Ali: Ja genau, wir hatten da schon diese Geschichten mit Paaren, die uns mit ihren Teenagern in der Mitte gegenüberstanden und uns sagten »Der hier ist nach Eurem Konzert entstanden«, was natürlich der Tiefpunkt seines Lebens war... [lacht]. Oder Zehnjährige, die auf Video-Clips - total textsicher - ein Monotones-Stück nach dem anderen singen. Das ist total anrührend.
RockTimes: Erzähl doch mal was von der Gruppendynamik bei den Monotones. Wer ist bei Euch für was zuständig?

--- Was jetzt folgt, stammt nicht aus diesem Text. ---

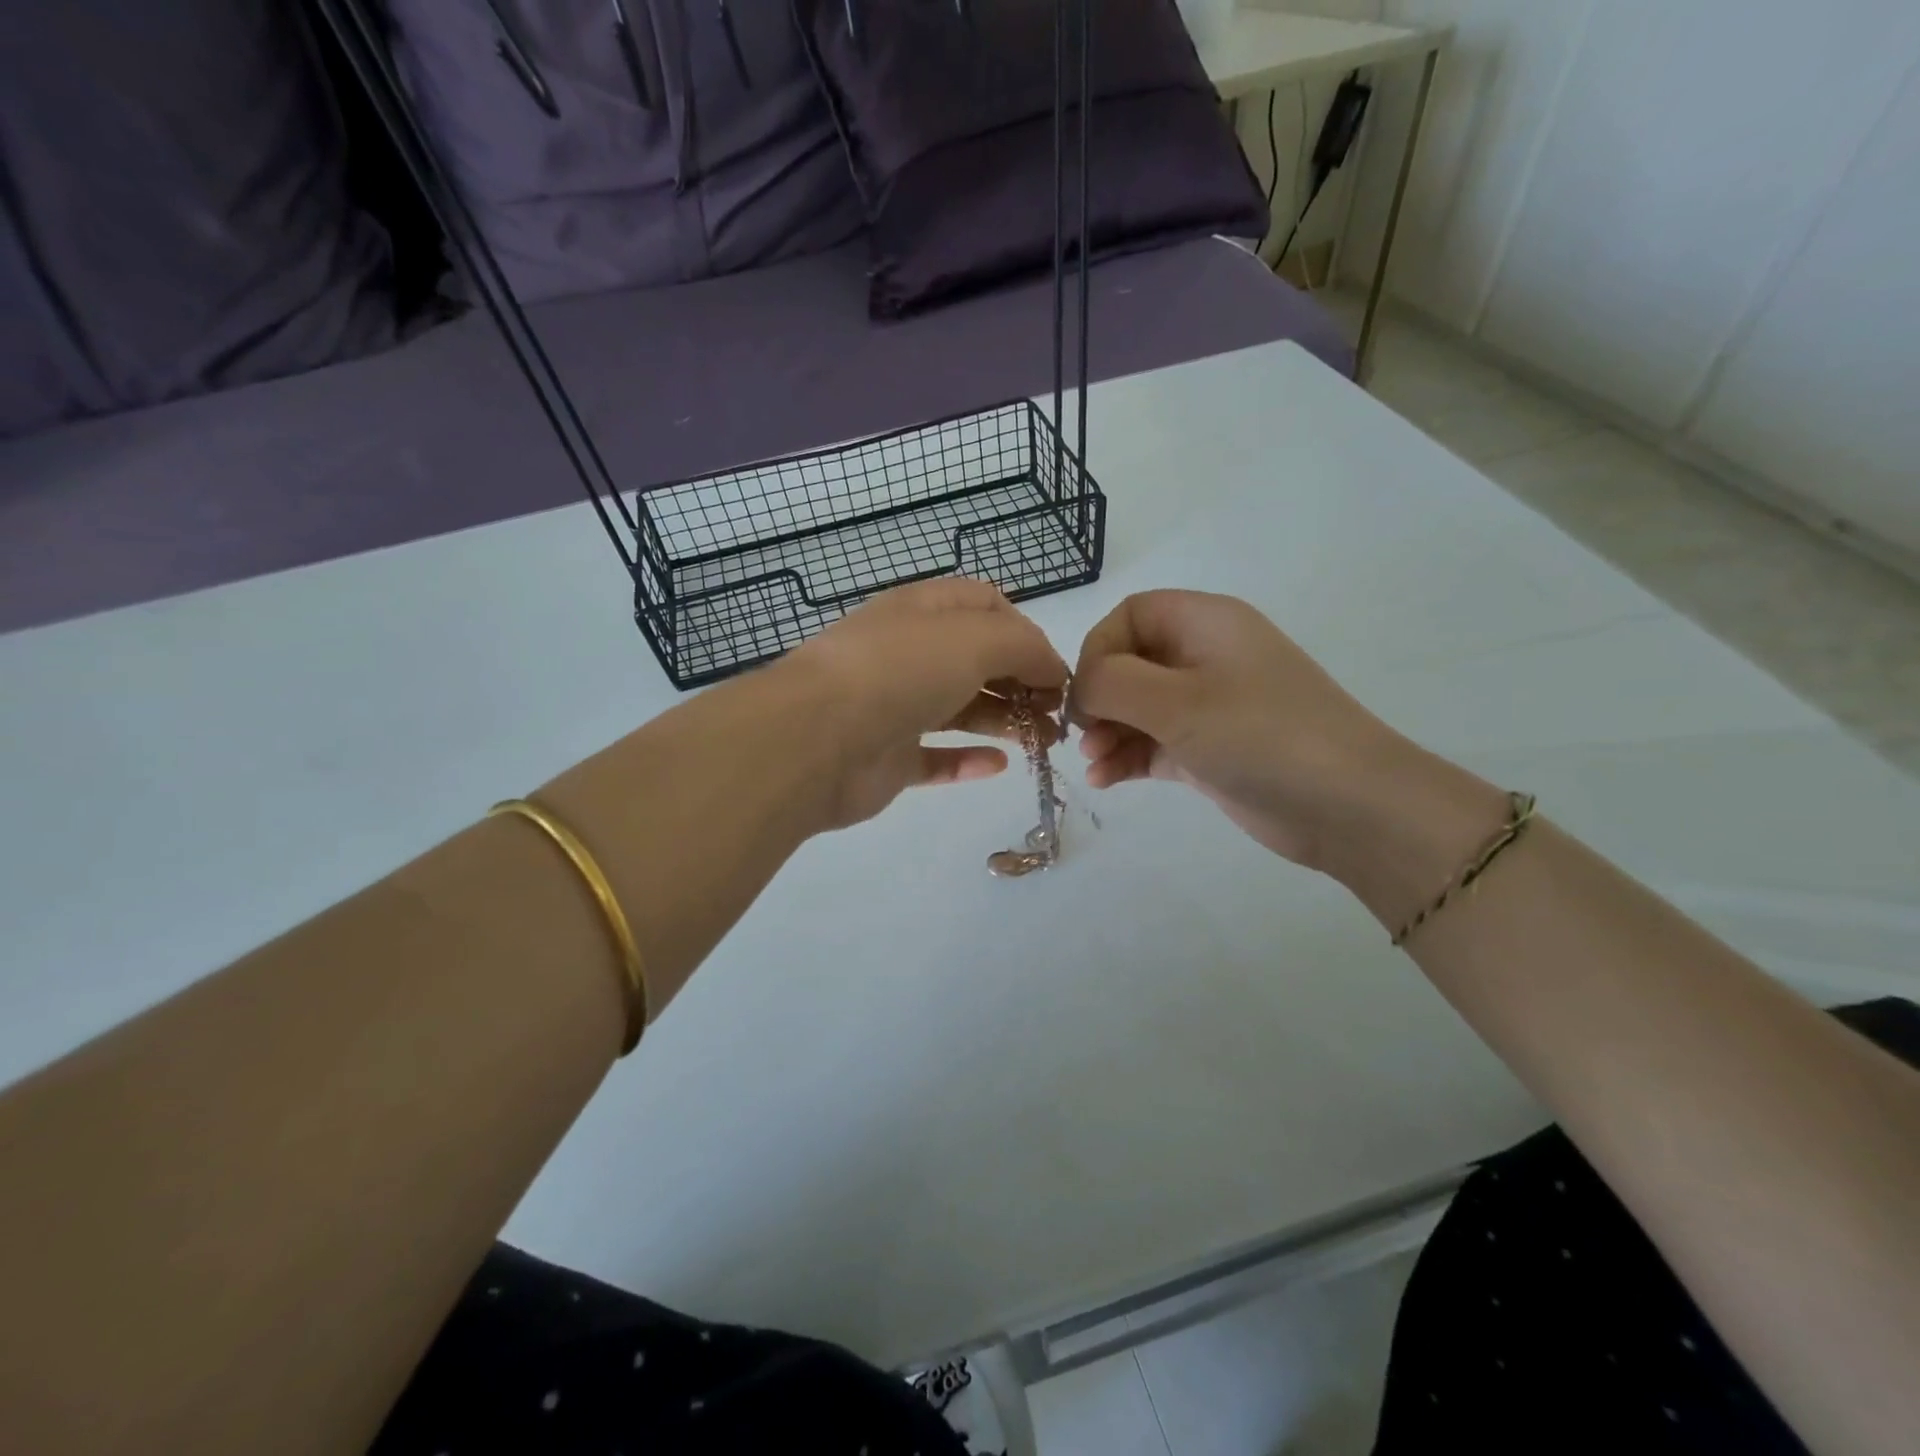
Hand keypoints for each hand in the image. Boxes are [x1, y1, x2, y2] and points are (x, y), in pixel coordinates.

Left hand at [775, 579, 1068, 829]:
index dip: (1025, 632)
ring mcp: (895, 707)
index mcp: (923, 611)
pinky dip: (967, 761)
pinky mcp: (887, 758)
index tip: (1054, 669)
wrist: (816, 738)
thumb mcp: (975, 638)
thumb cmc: (900, 670)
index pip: (985, 606)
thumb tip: (1052, 671)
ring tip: (1043, 742)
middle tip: (1056, 714)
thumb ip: (1025, 647)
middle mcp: (908, 654)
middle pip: (977, 662)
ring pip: (960, 709)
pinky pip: (935, 758)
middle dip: (1021, 682)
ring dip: (1004, 721)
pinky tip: (998, 766)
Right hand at [1072, 590, 1473, 874]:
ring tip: (1093, 762)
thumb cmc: (1259, 735)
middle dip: (1099, 698)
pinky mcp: (1209, 749)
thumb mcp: (1176, 702)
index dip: (1098, 649)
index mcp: (1205, 623)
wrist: (1347, 806)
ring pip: (1137, 708)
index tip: (1086, 693)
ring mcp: (1209, 706)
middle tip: (1082, 734)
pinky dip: (1126, 757)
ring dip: (1107, 732)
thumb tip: (1082, 687)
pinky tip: (1105, 780)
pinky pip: (1153, 743)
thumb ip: (1112, 683)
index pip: (1130, 615)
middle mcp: (1205, 657)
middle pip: (1129, 662)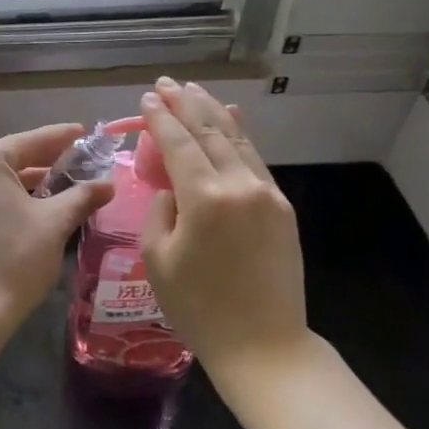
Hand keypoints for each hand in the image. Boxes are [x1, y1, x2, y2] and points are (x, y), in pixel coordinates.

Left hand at [0, 123, 114, 328]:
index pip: (29, 140)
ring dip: (30, 181)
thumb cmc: (13, 258)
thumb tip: (108, 185)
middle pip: (12, 158)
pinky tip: (35, 208)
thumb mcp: (54, 223)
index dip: (60, 137)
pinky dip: (12, 198)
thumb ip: (81, 197)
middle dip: (46, 159)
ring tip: (62, 183)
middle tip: (79, 159)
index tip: (84, 132)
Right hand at [139, 79, 311, 373]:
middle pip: (209, 131)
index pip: (177, 143)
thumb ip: (160, 211)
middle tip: (165, 83)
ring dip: (212, 110)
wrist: (264, 346)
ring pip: (235, 138)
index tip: (146, 98)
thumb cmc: (199, 308)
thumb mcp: (158, 259)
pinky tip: (230, 116)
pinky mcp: (281, 206)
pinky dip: (239, 133)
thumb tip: (173, 189)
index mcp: (204, 198)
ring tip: (193, 89)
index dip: (159, 118)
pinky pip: (254, 158)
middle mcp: (238, 185)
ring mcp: (266, 193)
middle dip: (184, 103)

Ali: Bei uns ist das wie in einer alten Ehe. Wir streiten dauernd - manchmal auch nicht, dann isses ganz okay. Aber wir kennen uns wirklich schon so gut, dass wir auch über diese Streits lachen können. Die kommen wirklich oft so ganz automatisch, wie bei alten Ehepaaren, die ganz genau wissen, wie sie sich so richtig trietzen können. Aber wir sind dazu meist zu antriebsschwach... wir waren auch letztlich immer zu antriebssschwach, um uns aufzulösen... selbst in Krisenzeiten [schnarcht grinsend]. Außerdem muss man bedenken, dass wir alle untereinander - außer zu unseren Eltern - die längsten Beziehungszeiten unseres Lebens haben. Wesentlich länger als unsere Ehen. Die Monotones-Kiste hat dadurch einen ganz großen Platz in unserem Leben. Außerdem ist ganz wichtig, dass wir uns privat kaum sehen. Wir wissen einfach nicht, was der andere tut. Ich hab teilweise keine Ahnung, was die teilweise machen. Ich hab so eine dumpfe Ahnung von Berufen oder Hobbys oder so, aber ich will's eigentlich gar nicht genau wissen...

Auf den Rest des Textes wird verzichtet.